---------- Source data ----------

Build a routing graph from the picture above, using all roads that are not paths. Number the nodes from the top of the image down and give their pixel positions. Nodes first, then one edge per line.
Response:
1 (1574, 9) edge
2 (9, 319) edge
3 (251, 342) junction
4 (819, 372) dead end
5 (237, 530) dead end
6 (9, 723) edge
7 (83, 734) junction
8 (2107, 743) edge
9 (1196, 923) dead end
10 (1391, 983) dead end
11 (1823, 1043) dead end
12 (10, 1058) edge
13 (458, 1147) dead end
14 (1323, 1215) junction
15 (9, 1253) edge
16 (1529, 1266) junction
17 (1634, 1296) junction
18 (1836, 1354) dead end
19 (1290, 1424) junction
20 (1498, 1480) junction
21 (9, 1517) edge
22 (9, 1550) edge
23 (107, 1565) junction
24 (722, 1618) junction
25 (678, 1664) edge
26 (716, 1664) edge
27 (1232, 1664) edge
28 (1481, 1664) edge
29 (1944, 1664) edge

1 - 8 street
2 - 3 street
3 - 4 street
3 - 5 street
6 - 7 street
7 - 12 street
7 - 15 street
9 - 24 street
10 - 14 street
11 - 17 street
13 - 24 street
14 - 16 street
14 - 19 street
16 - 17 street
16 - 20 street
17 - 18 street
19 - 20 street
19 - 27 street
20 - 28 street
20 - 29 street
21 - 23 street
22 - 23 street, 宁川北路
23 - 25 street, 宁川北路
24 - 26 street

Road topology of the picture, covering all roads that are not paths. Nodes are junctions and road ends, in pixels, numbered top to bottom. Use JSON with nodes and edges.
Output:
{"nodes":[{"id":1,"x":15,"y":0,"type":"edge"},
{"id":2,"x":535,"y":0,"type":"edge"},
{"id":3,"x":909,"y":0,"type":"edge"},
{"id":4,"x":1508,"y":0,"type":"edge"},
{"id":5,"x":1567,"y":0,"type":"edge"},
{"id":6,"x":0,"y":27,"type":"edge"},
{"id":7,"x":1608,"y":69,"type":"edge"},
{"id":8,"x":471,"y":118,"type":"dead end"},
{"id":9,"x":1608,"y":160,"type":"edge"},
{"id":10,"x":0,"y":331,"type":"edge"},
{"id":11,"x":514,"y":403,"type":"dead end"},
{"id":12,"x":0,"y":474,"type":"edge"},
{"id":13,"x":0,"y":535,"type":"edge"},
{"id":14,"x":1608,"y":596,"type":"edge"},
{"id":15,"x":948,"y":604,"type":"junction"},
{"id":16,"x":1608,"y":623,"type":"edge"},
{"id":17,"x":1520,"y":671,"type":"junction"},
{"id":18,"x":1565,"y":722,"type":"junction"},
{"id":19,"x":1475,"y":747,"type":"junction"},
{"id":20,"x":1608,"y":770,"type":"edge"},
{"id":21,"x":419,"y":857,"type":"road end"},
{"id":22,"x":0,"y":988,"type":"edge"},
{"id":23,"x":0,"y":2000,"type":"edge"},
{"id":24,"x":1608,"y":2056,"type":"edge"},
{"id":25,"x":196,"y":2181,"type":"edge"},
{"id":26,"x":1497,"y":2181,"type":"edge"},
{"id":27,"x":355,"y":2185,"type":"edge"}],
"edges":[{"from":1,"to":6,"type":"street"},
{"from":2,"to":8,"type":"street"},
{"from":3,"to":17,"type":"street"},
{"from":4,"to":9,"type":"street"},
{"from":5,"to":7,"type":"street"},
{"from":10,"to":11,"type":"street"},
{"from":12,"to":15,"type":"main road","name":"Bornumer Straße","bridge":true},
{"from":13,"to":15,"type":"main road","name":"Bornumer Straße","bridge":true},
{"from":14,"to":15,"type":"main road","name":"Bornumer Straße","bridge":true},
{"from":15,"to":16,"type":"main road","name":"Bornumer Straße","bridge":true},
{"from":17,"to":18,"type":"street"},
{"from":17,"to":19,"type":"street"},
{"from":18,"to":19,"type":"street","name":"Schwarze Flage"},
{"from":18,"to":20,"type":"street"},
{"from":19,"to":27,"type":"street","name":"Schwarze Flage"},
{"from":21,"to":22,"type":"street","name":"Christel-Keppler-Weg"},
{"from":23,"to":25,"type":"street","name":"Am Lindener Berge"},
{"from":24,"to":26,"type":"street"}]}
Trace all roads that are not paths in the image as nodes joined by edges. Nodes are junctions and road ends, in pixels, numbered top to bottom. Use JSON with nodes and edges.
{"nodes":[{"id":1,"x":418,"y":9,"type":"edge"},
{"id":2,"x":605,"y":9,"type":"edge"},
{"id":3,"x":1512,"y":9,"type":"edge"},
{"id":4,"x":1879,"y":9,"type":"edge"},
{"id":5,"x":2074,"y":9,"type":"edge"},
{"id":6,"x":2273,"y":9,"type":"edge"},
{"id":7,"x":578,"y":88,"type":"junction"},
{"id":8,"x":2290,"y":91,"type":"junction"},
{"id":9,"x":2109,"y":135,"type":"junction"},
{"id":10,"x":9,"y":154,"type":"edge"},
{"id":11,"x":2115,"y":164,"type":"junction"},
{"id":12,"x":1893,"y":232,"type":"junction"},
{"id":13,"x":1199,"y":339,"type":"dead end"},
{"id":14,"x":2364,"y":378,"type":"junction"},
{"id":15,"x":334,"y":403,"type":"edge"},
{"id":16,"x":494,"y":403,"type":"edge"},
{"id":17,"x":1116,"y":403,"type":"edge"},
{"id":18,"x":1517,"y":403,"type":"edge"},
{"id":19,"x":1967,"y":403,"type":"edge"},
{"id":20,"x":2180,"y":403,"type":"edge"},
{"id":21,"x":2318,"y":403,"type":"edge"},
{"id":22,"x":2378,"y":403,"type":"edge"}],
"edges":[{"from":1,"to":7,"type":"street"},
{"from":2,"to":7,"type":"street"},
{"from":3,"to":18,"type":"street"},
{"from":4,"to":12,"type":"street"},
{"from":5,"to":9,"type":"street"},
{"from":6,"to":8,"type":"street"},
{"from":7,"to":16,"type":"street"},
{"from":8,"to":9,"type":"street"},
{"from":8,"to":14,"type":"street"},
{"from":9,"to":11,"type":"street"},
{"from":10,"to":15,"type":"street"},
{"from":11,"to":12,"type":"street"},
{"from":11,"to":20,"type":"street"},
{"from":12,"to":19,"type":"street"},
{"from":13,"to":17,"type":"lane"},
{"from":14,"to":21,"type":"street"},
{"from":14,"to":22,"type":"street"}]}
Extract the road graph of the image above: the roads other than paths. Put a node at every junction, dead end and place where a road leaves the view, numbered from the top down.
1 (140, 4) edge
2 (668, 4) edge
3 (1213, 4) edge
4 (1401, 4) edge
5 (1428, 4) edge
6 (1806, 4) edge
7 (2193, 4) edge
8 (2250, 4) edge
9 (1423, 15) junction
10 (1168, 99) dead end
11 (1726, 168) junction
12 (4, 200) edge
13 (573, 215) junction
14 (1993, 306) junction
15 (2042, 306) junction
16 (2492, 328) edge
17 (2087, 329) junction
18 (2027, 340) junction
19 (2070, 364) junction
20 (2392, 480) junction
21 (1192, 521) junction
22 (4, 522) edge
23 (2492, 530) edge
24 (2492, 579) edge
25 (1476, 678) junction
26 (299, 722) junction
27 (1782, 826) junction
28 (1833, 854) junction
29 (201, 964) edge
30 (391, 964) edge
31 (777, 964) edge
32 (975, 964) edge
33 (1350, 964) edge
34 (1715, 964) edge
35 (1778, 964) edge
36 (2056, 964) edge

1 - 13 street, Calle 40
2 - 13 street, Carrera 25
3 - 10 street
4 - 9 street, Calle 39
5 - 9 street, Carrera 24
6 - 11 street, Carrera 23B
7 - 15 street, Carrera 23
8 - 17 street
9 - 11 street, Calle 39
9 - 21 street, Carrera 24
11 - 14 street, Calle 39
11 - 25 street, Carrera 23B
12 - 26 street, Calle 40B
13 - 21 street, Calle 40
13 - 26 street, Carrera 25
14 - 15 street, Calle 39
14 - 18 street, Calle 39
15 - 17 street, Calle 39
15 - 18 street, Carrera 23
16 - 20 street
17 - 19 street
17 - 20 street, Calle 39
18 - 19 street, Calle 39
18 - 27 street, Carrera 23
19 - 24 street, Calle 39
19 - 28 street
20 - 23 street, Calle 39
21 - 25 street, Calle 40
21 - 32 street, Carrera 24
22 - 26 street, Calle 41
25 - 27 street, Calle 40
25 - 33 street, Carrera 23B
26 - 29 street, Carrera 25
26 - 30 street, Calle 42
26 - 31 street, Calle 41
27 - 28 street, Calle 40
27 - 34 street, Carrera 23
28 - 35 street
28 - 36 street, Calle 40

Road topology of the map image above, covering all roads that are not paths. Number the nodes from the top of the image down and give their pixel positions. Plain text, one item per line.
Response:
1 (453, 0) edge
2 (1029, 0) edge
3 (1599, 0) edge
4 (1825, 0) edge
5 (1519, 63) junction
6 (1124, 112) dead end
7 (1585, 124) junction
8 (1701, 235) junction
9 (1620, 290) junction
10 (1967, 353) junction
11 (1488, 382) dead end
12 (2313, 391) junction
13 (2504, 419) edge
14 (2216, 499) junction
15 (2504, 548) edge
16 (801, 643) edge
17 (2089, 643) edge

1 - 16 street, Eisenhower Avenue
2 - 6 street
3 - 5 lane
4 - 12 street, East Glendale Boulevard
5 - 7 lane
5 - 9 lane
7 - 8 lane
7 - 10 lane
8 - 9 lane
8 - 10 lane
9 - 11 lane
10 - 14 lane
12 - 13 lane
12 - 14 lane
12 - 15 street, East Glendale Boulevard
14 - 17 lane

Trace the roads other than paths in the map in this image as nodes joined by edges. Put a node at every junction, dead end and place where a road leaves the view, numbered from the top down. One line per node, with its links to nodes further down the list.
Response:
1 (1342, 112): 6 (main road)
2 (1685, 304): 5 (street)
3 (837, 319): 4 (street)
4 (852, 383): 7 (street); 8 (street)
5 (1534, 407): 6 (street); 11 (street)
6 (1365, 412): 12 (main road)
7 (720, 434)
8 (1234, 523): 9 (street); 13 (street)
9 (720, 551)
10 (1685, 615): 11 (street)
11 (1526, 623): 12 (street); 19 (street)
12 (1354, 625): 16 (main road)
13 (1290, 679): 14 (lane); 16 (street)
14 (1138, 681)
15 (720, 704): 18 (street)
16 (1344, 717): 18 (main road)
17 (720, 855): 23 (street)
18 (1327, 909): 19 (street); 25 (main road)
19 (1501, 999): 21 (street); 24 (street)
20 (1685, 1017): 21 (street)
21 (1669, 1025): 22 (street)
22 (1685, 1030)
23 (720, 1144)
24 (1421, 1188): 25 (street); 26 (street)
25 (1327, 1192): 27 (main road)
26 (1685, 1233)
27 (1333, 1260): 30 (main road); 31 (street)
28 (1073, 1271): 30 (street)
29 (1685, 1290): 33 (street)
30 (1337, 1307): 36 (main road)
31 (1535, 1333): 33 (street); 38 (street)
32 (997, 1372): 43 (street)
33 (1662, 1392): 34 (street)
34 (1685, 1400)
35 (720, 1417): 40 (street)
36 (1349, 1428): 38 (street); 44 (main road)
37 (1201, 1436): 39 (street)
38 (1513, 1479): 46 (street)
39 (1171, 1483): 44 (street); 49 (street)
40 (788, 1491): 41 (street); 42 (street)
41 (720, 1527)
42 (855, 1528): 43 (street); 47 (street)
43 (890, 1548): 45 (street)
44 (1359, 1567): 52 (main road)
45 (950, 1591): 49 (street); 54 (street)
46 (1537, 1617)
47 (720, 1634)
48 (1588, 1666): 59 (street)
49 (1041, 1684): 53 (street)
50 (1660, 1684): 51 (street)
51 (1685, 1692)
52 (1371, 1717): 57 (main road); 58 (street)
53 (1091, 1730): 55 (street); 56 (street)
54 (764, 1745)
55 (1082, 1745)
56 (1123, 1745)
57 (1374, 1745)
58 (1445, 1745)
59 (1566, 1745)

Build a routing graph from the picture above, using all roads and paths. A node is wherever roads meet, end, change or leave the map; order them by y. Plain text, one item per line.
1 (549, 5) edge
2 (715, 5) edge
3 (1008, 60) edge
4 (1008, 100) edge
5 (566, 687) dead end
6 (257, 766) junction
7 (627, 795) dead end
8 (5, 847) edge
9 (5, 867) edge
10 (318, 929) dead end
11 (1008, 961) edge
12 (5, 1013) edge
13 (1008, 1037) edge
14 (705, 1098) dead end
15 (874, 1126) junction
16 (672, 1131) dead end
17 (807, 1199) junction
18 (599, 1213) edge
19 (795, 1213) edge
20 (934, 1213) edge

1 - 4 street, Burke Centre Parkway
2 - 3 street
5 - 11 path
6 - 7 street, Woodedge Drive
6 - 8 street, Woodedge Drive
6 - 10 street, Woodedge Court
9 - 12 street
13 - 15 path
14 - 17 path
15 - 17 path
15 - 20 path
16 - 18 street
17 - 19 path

----------

Assigned task: Among the records above, repeat exactly the line with "Road topology of the map", the line with "Trace the roads", and every line in between, and only those.

Expected output:
Road topology of the map image above, covering all roads that are not paths. Number the nodes from the top of the image down and give their pixel positions. Plain text, one item per line.
Response:
1 (453, 0) edge
2 (1029, 0) edge
3 (1599, 0) edge
4 (1825, 0) edge
5 (1519, 63) junction
6 (1124, 112) dead end
7 (1585, 124) junction
8 (1701, 235) junction
9 (1620, 290) junction
10 (1967, 353) junction
11 (1488, 382) dead end
12 (2313, 391) junction
13 (2504, 419) edge
14 (2216, 499) junction
15 (2504, 548) edge
16 (801, 643) edge
17 (2089, 643) edge

1 - 16 street, Eisenhower Avenue
2 - 6 street
3 - 5 lane
4 - 12 street, East Glendale Boulevard
5 - 7 lane
5 - 9 lane
7 - 8 lane
7 - 10 lane
8 - 9 lane
8 - 10 lane
9 - 11 lane
10 - 14 lane
12 - 13 lane
12 - 14 lane
12 - 15 street, East Glendale Boulevard
14 - 17 lane

Trace the roads other than paths in the map in this image as nodes joined by edges. Put a node at every junction, dead end and place where a road leaves the view, numbered from the top down. One line per node, with its links to nodes further down the list.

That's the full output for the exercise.